- _What to work on_: Pick out the lines below with "grid" and list them.

[Stored data]
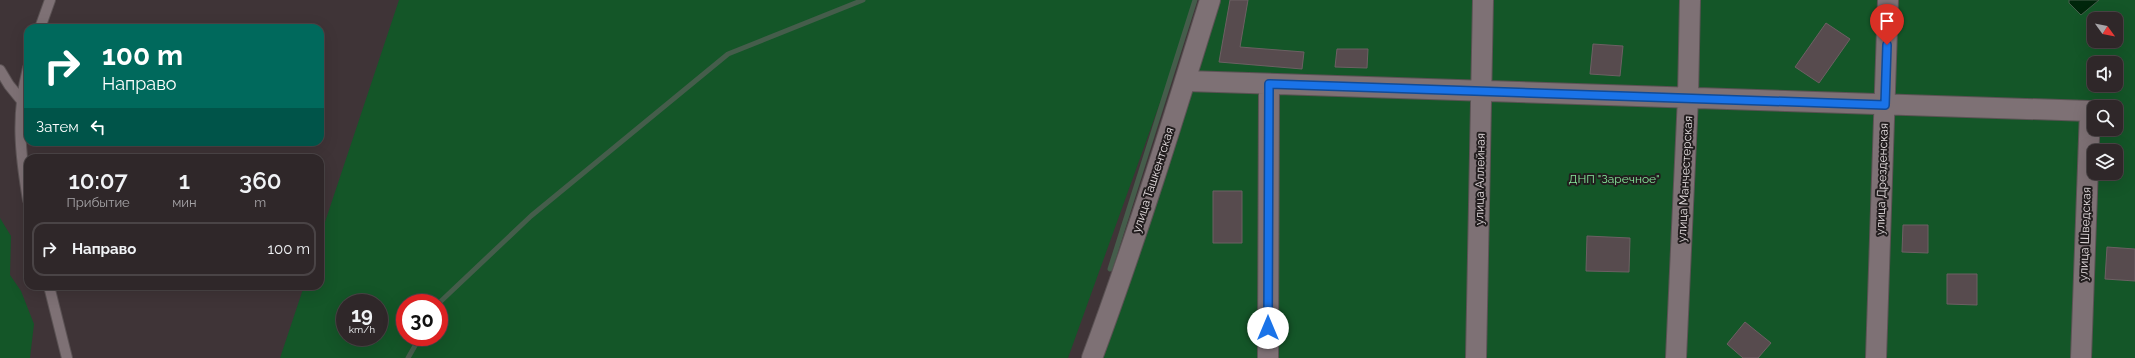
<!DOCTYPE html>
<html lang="ru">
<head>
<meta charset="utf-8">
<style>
  :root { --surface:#2f2729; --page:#372f31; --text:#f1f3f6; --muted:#a7a5a8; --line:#4a4446 }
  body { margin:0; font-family:Raleway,sans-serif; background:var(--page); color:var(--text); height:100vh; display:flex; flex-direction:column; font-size:15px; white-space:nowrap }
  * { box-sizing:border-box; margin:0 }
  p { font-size:13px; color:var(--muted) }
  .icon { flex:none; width:22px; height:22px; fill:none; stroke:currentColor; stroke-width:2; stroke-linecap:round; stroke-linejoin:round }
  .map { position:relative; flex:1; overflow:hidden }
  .side { position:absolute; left:24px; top:154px; width:300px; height:136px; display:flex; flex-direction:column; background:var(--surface); border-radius:12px; box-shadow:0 4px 16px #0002,0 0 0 1px var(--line) }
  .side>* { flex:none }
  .banner { position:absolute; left:24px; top:24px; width:300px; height:122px; border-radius:12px; box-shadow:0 4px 16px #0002,0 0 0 1px var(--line); background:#00695c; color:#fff; overflow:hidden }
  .needle { width:26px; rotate:123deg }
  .controls { position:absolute; left:2087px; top:12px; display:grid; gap:8px }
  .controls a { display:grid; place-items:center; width:36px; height:36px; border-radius:8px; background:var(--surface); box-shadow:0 4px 16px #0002,0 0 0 1px var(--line); font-size:20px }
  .speed { position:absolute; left:336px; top:294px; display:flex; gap:8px; font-size:20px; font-weight:700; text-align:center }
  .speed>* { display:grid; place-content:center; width:52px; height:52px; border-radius:50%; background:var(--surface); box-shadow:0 4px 16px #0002,0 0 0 1px var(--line); line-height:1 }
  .speed small { font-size:10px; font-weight:400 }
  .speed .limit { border:6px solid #d22; background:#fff; color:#111 }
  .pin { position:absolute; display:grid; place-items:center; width:34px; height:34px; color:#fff; margin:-41px -17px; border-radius:50% 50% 50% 0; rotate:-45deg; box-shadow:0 0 4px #0007 }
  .pin .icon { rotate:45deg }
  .me { position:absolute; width:44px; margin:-22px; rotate:0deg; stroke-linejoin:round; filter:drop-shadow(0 0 3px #0008) }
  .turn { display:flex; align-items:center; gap:14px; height:84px; padding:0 12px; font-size:18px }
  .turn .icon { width:52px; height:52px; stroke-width:2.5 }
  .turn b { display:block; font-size:28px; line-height:34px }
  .then { display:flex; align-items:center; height:38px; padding:0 12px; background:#0003; gap:8px; font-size:15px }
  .eta { display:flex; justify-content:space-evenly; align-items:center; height:68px; text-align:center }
  .eta b { font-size:24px; font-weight:600; line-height:28px }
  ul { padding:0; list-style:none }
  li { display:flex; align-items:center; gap:12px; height:54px; margin:0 8px 6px; padding:0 4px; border:2px solid var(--line); border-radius:12px }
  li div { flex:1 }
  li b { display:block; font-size:15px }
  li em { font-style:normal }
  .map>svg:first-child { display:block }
  .green { fill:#145628; fill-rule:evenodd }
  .water { fill:#00260b; stroke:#455d4b }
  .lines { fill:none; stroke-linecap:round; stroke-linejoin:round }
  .stream { stroke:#455d4b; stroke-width:5 }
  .building { fill:#574b4e; stroke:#6c6063 }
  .service-casing { stroke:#5b5254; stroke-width:12 }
  .minor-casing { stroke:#5b5254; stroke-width:22 }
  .service { stroke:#7e7175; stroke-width:10 }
  .minor { stroke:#7e7175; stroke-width:20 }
  .route-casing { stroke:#114b97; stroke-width:10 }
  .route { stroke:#1a73e8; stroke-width:7 }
  .labels { text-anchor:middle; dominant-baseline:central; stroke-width:4; stroke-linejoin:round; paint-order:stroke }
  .street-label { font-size:12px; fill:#e5dee0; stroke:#221d1e }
  .park-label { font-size:12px; fill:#87e79b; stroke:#221d1e }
</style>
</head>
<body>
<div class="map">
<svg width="2135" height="358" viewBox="0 0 2135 358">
  <rect width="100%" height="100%" fill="#3f3437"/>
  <path class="green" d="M 399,0 L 1197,0 L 1068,358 L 280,358 L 304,286 L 320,286 L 320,237 ZM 345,303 L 379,303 L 379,337 L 345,337 ZM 405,303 L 439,303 L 439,337 L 405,337 Z
    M 1211,0 L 2069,0 L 2069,3 L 2081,15 L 2099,0 L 2135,0 L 2135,358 L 1092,358 ZM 2094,19 L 2116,19 L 2116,41 L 2094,41 ZM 2094,63 L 2116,63 L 2116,85 L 2094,85 ZM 2094,107 L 2116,107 L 2116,129 L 2094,129 ZM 2094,151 L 2116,151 L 2116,173 L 2094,173 Z
    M 0,218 L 11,236 L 10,275 L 21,291 L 34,324 L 30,358 L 0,358 Z"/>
  <path class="water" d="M 2069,0 L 2099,0 L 2081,15 L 2069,3 Z"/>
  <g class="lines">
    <path class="stream" d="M 1110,269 L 1195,0
      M 439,303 L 531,216 L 728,54 L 863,0
      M 408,358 L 420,337"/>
  </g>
  <path class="building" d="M 1230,0 L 1248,0 L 1240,47 L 1304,52 L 1302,69 L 1219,62 Z
    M 1826,23 L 1850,39 L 1819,83 L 1795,67 Z
    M 1593,44 L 1623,46 L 1620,76 L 1590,74 Z
    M 1337,49 L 1368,49 L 1367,68 L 1335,67 Z
    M 1213,191 L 1242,191 L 1242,243 L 1213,243 Z
    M 1903,225 L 1928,225 L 1928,253 L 1902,252 Z
    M 1587,236 L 1630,238 L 1629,272 L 1586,271 Z
    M 2107,247 L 2135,249 L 2135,281 L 2105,279 Z
    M 1947,274 L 1977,274 L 1977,305 L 1947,304 Z
    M 1745,322 L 1771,343 L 1758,358 L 1743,358 L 1727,344 Z"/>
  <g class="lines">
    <defs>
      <path id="service" d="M 40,28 L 50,0
        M 28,68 C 16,115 20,153 28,200
        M 0,70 L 9,85 L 22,101
        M 49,286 L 67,358"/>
      <path id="minor" d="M 1186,81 L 2090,111 L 2081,358
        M 1092,358 C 1136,240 1173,120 1210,0
        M 1268,358 L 1269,84
        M 1476,358 L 1483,0
        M 1676,358 L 1688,97 L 1690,0
        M 1876,358 L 1888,0"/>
    </defs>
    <use href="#service" class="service-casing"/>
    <use href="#minor" class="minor-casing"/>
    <use href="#service" class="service"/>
    <use href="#minor" class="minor"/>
  </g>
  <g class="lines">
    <defs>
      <path id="route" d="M 1268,328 L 1269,84 L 1885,105 L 1887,45"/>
    </defs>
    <use href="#route" class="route-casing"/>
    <use href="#route" class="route"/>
  </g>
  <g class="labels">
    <g class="street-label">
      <text transform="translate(1480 179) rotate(-89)">улица Аллейная</text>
      <text transform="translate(1685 179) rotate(-87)">улица Манчестерская</text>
      <text transform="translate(1882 179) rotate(-88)">улица Дрезденская</text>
      <text transform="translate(1153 180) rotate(-72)">улица Ташкентская</text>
      <text transform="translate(2085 234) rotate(-88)">улица Шведская</text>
    </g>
    <g class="park-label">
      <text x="1614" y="179">ДНП "Заречное"</text>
    </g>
  </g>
</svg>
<div class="controls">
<a><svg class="needle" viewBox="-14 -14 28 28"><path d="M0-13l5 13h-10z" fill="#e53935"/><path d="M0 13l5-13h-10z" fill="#a7a5a8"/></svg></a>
<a><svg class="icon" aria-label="sound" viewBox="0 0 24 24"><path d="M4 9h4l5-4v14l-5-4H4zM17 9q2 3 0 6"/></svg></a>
<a><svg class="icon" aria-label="search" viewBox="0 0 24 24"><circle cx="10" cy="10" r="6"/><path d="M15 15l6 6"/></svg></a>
<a><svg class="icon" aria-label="layers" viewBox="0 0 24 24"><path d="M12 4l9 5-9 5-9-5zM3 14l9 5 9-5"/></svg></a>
</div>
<div class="speed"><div>19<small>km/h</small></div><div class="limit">30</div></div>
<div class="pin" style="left:1887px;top:45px;background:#d93025"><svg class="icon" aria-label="arrive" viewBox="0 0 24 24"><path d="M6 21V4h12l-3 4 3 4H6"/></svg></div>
<svg class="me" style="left:1268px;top:328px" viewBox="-20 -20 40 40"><circle r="19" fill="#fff"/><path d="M0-13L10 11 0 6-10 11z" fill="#1a73e8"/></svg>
<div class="banner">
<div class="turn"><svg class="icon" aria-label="right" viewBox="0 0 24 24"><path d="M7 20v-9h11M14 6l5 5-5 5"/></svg><div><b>100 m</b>Направо</div></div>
<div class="then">Затем<svg class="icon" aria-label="left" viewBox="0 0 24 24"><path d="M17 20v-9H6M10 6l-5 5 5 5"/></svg></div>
</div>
<section class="side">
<div class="eta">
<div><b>10:07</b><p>Прибытие</p></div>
<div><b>1</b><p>мин</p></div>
<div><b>360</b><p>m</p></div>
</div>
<ul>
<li><svg class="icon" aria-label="right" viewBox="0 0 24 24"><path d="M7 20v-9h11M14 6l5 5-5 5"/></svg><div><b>Направо</b></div><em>100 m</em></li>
</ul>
</section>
</div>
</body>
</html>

- _Task output_:
  .controls { position:absolute; left:2087px; top:12px; display:grid; gap:8px }
  .controls a { display:grid; place-items:center; width:36px; height:36px; border-radius:8px; background:var(--surface); box-shadow:0 4px 16px #0002,0 0 0 1px var(--line); font-size:20px }
  .speed>* { display:grid; place-content:center; width:52px; height:52px; border-radius:50%; background:var(--surface); box-shadow:0 4px 16px #0002,0 0 0 1px var(--line); line-height:1 }
  .pin { position:absolute; display:grid; place-items:center; width:34px; height:34px; color:#fff; margin:-41px -17px; border-radius:50% 50% 50% 0; rotate:-45deg; box-shadow:0 0 4px #0007 }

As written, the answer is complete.